Records to process START

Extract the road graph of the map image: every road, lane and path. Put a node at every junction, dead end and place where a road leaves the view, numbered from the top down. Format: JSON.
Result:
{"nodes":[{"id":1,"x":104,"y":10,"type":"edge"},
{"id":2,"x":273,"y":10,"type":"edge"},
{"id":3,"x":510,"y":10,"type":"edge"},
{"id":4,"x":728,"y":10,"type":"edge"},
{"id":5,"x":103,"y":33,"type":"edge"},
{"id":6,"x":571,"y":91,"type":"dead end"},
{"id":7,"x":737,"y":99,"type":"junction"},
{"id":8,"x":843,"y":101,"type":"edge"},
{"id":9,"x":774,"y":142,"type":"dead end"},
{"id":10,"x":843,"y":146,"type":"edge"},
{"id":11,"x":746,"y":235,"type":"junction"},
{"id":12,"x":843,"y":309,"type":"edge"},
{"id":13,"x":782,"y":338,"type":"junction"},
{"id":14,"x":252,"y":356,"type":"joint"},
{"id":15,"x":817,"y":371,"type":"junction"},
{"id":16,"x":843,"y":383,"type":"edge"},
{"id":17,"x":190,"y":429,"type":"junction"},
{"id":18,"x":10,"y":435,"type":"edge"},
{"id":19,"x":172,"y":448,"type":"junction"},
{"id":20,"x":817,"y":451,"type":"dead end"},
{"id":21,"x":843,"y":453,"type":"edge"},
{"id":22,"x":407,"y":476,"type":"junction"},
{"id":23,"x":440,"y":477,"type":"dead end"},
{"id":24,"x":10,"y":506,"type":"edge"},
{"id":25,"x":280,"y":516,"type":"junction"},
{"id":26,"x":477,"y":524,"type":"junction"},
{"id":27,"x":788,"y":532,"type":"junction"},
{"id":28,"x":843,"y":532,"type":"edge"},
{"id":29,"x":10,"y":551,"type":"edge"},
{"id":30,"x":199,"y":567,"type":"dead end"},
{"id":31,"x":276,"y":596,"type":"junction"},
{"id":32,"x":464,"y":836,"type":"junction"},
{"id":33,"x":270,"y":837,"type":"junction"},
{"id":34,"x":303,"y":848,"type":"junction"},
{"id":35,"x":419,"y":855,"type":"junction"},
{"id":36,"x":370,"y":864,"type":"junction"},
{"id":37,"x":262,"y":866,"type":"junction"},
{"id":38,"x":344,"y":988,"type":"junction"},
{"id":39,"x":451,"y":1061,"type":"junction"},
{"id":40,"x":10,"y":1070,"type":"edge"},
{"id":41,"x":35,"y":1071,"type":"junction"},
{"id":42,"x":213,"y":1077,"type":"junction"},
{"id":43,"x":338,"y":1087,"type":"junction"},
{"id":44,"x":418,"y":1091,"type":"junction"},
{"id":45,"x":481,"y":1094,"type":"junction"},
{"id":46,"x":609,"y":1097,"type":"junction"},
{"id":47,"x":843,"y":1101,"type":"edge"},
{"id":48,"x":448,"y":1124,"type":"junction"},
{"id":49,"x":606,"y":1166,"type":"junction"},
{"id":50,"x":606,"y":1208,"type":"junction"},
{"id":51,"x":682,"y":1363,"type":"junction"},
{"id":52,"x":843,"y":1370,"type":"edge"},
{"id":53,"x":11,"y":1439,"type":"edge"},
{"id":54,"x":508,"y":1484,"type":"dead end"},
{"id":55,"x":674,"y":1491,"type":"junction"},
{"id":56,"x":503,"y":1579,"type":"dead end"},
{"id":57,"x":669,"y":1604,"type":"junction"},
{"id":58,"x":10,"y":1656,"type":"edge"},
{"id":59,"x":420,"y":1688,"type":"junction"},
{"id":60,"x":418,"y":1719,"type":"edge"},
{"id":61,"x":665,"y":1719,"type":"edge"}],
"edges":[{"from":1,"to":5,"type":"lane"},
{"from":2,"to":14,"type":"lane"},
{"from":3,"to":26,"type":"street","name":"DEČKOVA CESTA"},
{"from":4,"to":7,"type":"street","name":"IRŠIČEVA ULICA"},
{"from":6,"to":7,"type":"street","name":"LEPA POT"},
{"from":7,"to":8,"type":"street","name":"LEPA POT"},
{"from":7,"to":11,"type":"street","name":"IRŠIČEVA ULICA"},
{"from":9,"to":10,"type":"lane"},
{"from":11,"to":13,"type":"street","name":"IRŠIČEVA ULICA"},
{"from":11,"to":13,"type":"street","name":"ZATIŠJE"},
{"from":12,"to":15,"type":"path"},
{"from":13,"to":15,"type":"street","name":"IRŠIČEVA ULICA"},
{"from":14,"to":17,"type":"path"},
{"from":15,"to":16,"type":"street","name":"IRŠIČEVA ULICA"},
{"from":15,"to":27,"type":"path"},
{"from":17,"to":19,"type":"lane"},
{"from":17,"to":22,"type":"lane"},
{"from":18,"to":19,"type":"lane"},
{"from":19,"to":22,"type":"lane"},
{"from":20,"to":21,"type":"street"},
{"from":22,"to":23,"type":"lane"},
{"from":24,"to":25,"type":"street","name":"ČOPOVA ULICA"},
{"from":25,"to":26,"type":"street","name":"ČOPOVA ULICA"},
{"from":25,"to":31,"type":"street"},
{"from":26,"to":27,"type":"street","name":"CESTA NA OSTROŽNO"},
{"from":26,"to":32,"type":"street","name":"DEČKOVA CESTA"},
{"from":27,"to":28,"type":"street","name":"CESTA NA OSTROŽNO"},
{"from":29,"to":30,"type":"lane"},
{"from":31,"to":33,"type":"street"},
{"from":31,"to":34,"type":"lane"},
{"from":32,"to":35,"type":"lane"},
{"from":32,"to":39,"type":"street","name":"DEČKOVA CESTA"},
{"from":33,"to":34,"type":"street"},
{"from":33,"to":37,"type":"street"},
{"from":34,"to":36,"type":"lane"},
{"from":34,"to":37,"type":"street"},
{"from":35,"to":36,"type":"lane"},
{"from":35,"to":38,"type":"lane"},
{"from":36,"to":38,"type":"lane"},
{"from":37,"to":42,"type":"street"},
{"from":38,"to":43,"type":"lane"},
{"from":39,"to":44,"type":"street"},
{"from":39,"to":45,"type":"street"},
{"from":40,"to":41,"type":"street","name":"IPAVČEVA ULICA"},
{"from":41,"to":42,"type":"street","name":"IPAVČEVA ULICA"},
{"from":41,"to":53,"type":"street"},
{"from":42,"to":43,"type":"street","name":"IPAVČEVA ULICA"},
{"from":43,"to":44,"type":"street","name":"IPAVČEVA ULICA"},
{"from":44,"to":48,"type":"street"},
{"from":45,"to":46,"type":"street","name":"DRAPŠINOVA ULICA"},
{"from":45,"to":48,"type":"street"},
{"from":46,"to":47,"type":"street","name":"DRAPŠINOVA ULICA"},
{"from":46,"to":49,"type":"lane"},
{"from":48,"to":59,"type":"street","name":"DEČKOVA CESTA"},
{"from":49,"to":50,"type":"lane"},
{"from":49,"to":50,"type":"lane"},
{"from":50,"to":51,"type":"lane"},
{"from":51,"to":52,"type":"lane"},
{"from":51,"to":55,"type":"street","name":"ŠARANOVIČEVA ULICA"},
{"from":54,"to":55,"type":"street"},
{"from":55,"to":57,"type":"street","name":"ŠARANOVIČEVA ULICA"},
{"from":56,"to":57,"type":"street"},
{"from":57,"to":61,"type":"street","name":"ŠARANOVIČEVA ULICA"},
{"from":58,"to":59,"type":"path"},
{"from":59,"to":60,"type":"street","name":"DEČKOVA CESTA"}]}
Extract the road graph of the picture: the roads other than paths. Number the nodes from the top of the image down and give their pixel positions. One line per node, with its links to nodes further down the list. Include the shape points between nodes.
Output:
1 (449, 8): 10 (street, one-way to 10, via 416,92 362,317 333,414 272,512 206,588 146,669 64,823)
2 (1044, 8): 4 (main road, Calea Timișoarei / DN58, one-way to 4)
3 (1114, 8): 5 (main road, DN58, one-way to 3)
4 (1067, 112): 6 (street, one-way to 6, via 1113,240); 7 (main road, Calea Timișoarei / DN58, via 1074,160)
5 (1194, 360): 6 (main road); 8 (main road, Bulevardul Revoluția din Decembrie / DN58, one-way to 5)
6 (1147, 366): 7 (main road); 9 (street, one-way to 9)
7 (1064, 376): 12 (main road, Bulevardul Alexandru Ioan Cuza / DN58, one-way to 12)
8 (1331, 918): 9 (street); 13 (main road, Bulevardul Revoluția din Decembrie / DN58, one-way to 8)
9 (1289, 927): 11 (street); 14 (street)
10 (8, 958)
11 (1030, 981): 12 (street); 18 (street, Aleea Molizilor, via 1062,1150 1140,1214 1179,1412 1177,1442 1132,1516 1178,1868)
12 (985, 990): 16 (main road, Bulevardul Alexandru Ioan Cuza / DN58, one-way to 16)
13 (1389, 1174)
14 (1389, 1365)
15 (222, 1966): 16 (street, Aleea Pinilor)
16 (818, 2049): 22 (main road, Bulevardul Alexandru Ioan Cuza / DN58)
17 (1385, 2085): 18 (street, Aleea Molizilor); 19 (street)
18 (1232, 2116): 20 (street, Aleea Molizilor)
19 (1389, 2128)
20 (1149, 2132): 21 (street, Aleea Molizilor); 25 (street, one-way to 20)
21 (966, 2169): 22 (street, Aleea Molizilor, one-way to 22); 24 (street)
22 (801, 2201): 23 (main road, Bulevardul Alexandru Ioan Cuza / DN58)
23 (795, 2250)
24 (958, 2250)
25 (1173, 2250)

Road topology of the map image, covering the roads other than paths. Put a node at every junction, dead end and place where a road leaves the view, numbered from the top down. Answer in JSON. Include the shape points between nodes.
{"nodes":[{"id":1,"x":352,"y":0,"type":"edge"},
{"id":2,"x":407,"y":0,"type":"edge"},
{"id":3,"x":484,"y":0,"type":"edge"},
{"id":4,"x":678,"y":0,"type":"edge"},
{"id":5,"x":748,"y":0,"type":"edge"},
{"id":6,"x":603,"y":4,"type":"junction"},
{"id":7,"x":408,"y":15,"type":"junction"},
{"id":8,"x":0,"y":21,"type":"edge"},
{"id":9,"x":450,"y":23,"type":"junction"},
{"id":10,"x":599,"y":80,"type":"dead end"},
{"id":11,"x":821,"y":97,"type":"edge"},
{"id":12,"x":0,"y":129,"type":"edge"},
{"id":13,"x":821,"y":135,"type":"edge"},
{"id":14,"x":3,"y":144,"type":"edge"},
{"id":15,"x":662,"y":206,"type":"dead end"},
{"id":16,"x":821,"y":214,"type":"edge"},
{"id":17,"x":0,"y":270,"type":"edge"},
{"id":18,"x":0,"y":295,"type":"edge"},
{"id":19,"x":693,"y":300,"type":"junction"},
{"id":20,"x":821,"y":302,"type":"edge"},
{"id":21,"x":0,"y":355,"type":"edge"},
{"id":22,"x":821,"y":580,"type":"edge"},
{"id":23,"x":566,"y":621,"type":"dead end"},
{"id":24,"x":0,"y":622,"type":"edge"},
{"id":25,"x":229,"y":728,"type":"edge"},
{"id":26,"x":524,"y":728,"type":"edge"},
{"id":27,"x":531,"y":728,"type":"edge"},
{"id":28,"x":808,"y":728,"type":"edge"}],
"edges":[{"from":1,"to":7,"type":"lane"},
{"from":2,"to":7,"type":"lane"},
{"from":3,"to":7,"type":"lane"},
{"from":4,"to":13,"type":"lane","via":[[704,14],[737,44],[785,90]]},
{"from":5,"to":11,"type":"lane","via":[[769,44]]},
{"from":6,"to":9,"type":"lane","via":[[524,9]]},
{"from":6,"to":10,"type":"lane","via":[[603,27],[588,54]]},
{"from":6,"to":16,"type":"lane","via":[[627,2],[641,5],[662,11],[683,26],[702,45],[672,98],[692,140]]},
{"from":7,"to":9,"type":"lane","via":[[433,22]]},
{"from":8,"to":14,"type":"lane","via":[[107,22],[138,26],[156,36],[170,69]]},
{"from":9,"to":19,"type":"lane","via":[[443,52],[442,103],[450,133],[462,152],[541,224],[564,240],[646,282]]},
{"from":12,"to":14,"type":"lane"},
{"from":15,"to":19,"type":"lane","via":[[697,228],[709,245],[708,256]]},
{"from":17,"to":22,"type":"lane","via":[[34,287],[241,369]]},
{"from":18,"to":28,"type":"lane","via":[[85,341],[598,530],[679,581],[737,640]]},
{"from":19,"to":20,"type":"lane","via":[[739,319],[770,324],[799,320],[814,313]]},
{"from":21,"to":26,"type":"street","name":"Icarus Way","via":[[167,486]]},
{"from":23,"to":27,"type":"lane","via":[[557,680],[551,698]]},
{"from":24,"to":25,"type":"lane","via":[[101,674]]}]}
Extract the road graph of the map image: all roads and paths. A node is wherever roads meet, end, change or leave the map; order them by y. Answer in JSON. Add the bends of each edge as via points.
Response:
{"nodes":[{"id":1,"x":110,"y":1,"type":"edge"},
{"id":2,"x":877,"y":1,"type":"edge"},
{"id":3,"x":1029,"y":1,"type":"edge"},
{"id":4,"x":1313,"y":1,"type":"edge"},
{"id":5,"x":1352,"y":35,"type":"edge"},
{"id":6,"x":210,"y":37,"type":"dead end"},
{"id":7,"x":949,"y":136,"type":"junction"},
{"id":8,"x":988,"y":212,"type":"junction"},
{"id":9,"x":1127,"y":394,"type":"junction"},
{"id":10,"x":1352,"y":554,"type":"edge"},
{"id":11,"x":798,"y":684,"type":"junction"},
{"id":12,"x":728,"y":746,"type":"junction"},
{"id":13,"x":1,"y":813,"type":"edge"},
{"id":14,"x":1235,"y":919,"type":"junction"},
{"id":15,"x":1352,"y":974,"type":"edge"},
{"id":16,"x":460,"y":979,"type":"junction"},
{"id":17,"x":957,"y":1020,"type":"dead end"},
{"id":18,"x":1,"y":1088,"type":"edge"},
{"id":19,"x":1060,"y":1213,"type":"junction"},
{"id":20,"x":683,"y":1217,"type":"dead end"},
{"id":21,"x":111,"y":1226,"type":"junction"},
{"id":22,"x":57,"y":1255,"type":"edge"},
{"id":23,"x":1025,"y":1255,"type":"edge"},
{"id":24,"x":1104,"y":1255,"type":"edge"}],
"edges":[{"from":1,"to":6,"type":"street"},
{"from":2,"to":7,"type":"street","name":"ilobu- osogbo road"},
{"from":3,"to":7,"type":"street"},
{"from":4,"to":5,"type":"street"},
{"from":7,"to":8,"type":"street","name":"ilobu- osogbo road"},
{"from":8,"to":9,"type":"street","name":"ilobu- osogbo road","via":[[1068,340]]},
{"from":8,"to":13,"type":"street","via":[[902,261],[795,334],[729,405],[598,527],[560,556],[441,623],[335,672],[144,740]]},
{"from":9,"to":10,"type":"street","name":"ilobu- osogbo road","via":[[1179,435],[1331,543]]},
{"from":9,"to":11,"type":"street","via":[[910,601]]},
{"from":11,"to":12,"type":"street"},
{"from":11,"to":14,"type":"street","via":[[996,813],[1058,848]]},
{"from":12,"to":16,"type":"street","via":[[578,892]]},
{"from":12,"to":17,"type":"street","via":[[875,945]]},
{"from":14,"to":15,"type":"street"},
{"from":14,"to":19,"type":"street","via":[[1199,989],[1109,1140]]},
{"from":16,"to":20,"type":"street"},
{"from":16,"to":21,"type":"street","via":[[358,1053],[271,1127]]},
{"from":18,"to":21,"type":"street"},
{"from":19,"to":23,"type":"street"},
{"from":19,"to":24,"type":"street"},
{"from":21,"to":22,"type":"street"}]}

Records to process END

Try it | All lines of the records above that contain the word "Answer" are to be copied out.

Result |
Road topology of the map image, covering the roads other than paths. Put a node at every junction, dead end and place where a road leaves the view, numbered from the top down. Answer in JSON. Include the shape points between nodes.
Extract the road graph of the map image: all roads and paths. A node is wherever roads meet, end, change or leave the map; order them by y. Answer in JSON. Add the bends of each edge as via points.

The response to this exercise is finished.